- About this task:
Find every line with the string "list" in the material below and copy it.

-=-=-

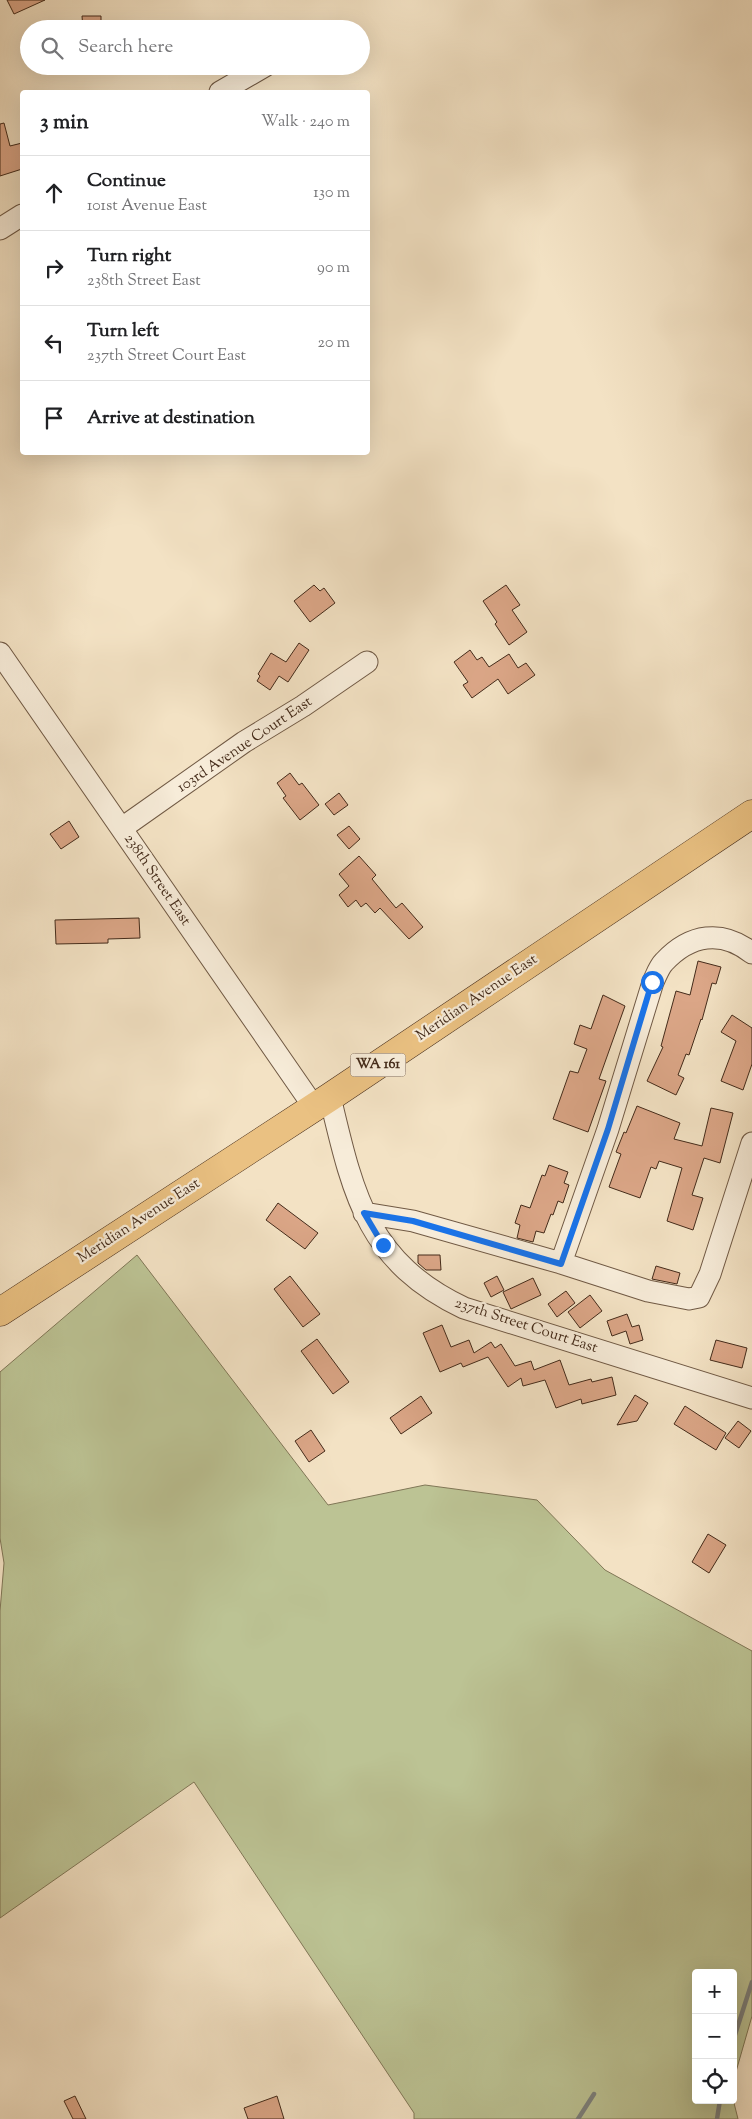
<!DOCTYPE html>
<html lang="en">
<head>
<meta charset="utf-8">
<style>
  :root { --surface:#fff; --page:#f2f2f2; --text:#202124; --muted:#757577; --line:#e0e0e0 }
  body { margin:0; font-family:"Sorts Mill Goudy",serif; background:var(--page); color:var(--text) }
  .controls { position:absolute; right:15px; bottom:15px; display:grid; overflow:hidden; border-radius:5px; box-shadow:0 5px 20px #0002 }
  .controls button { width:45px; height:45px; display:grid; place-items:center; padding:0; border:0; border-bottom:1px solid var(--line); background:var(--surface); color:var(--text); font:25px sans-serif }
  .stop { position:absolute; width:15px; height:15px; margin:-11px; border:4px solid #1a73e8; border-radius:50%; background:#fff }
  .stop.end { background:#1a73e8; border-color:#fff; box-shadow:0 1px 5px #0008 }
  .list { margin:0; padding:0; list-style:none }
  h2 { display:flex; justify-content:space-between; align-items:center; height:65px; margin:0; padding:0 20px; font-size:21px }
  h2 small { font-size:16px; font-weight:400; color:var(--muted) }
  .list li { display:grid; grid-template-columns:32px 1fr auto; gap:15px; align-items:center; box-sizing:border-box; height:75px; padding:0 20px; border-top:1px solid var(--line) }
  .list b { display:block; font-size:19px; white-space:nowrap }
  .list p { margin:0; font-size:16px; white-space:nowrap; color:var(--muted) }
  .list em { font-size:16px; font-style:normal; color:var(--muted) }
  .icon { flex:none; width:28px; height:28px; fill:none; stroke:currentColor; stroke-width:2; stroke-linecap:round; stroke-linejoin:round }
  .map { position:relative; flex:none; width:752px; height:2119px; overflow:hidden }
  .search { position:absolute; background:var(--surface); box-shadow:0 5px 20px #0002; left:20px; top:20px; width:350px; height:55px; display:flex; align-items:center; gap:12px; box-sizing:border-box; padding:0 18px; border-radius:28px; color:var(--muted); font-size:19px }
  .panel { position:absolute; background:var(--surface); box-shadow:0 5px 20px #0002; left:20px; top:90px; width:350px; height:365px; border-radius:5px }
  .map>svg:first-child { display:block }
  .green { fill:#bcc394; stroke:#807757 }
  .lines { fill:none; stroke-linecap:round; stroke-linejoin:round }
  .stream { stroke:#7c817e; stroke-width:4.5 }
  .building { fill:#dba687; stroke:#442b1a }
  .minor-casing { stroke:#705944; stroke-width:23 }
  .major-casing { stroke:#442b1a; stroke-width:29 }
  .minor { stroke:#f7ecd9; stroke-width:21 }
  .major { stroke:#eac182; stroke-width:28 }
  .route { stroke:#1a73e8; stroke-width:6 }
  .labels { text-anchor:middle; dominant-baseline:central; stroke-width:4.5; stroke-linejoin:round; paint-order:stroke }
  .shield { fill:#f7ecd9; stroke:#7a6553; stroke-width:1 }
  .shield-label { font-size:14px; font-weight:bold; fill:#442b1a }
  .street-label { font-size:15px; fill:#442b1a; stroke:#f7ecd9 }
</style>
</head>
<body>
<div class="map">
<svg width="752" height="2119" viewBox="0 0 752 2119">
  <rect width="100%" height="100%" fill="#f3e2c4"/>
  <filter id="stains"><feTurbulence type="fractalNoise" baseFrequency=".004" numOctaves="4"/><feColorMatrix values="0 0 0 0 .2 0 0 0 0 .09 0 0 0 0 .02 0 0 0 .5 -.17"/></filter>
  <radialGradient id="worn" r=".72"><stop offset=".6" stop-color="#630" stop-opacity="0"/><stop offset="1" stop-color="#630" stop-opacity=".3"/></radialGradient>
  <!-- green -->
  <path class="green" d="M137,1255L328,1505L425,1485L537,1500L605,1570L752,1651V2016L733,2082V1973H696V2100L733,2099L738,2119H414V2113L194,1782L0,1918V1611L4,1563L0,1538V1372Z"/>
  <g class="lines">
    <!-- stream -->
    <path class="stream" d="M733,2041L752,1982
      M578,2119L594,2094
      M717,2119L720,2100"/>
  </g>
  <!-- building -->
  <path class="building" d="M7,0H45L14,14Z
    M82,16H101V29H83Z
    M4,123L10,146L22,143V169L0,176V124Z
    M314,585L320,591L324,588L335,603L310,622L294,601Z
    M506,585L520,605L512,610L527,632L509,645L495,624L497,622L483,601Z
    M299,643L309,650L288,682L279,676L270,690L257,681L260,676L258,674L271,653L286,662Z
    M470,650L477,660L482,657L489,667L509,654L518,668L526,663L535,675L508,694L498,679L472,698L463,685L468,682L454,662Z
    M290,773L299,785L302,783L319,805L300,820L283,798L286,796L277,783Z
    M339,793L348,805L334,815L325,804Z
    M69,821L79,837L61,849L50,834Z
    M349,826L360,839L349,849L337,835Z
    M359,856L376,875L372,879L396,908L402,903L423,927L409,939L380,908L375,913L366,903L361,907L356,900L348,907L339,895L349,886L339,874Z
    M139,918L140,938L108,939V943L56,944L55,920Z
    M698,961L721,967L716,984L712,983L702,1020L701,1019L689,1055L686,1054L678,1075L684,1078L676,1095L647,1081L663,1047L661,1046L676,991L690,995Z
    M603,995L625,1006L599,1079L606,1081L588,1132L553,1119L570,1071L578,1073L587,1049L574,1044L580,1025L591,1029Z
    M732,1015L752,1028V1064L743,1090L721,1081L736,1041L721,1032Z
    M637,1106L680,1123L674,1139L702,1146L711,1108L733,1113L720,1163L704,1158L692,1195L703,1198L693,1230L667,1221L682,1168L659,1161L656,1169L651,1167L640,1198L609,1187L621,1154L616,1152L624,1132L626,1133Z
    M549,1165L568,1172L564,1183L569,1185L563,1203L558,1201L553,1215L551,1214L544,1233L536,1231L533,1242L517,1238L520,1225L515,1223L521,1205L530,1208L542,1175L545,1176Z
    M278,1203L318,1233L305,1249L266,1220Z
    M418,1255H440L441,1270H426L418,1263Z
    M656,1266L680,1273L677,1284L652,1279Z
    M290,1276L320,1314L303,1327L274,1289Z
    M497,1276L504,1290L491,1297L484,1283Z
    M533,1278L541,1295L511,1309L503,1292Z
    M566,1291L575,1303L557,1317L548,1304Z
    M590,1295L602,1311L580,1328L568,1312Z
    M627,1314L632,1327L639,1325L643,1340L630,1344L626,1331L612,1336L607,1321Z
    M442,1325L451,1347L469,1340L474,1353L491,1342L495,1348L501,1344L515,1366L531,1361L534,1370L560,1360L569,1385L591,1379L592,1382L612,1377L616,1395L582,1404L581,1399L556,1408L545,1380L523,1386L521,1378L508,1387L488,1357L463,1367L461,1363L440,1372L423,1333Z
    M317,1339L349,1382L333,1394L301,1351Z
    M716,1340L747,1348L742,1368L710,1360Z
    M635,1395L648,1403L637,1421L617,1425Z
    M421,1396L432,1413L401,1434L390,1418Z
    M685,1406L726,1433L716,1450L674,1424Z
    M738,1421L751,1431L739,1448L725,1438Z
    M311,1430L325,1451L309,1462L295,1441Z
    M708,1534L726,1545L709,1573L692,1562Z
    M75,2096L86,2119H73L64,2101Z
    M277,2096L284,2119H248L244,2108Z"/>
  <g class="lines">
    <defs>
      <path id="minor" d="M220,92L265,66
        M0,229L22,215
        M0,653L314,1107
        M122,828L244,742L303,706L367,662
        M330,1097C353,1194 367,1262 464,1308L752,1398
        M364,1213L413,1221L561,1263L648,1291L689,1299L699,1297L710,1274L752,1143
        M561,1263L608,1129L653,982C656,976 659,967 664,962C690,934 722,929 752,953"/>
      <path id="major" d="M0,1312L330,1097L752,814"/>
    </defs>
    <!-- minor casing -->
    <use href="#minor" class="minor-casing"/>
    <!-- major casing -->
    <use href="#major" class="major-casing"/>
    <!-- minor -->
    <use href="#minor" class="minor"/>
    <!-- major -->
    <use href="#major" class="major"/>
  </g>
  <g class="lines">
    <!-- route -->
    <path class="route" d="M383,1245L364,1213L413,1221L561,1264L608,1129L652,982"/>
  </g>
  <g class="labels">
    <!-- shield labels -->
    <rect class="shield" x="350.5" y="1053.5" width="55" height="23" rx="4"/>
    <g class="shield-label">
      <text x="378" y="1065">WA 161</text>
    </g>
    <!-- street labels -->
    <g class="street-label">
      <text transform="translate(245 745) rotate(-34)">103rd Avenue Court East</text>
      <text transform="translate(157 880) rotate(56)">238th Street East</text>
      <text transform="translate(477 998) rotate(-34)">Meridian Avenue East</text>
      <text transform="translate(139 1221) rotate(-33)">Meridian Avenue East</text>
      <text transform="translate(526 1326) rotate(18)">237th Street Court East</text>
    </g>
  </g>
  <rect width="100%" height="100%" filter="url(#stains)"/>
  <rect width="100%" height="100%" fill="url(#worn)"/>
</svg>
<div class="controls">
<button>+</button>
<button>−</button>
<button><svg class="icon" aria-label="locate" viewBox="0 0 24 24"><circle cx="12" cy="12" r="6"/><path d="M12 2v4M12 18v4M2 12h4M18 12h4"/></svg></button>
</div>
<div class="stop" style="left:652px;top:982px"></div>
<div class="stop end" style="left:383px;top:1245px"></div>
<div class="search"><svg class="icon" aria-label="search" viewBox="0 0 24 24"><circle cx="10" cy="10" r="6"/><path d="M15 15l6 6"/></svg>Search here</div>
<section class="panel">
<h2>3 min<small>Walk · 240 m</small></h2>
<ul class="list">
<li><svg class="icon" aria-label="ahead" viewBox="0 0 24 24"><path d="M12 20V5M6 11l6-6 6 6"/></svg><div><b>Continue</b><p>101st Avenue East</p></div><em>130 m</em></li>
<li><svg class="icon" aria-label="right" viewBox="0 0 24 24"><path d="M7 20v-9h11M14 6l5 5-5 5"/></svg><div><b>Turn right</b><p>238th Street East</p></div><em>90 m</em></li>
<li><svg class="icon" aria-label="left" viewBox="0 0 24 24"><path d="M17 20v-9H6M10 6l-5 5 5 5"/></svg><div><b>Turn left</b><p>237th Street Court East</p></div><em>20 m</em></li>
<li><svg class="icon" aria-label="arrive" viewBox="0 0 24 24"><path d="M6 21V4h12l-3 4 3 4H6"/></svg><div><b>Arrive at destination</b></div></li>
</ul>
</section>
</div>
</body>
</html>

-=-=-

- Output below:
  .list { margin:0; padding:0; list-style:none }
  .list li { display:grid; grid-template-columns:32px 1fr auto; gap:15px; align-items:center; box-sizing:border-box; height:75px; padding:0 20px; border-top:1px solid var(--line) }
  .list b { display:block; font-size:19px; white-space:nowrap }
  .list p { margin:0; font-size:16px; white-space:nowrap; color:var(--muted) }
  .list em { font-size:16px; font-style:normal; color:var(--muted) }
<ul class="list">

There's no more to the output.